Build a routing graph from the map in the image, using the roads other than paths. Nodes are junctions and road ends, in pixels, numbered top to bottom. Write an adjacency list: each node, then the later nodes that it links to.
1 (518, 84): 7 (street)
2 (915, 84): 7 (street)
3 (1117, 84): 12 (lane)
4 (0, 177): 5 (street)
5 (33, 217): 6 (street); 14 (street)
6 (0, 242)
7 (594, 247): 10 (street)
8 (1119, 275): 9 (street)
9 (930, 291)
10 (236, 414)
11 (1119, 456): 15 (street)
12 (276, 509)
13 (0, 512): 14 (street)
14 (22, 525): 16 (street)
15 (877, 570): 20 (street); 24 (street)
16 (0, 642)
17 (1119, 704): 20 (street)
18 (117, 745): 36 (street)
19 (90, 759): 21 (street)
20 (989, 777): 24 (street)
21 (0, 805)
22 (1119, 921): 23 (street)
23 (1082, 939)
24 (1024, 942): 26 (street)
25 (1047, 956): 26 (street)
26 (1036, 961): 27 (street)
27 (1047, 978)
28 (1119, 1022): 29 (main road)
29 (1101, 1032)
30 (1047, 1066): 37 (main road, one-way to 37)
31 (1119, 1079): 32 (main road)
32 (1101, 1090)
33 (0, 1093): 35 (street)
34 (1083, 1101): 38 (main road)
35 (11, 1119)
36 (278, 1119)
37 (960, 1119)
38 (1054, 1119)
┄┄┄┄┄┄┄┄┄┄
ABOUT THIS TASK:
Output the entries exactly.

RESPONSE:
Build a routing graph from the map in the image, using the roads other than paths. Nodes are junctions and road ends, in pixels, numbered top to bottom. Write an adjacency list: each node, then the later nodes that it links to.
1 (518, 84): 7 (street)
2 (915, 84): 7 (street)
3 (1117, 84): 12 (lane)
4 (0, 177): 5 (street)
5 (33, 217): 6 (street); 14 (street)
6 (0, 242)
7 (594, 247): 10 (street)
8 (1119, 275): 9 (street)
9 (930, 291)
10 (236, 414)
11 (1119, 456): 15 (street)
12 (276, 509)
13 (0, 512): 14 (street)
14 (22, 525): 16 (street)
15 (877, 570): 20 (street); 24 (street)
16 (0, 642)
17 (1119, 704): 20 (street)
18 (117, 745): 36 (street)
19 (90, 759): 21 (street)
20 (989, 777): 24 (street)
21 (0, 805)
22 (1119, 921): 23 (street)
23 (1082, 939)
24 (1024, 942): 26 (street)
25 (1047, 956): 26 (street)
26 (1036, 961): 27 (street)
27 (1047, 978)
28 (1119, 1022): 29 (main road)
29 (1101, 1032)
30 (1047, 1066): 37 (main road, one-way to 37)
31 (1119, 1079): 32 (main road)
32 (1101, 1090)
33 (0, 1093): 35 (street)
34 (1083, 1101): 38 (main road)
35 (11, 1119)
36 (278, 1119)
37 (960, 1119)
38 (1054, 1119)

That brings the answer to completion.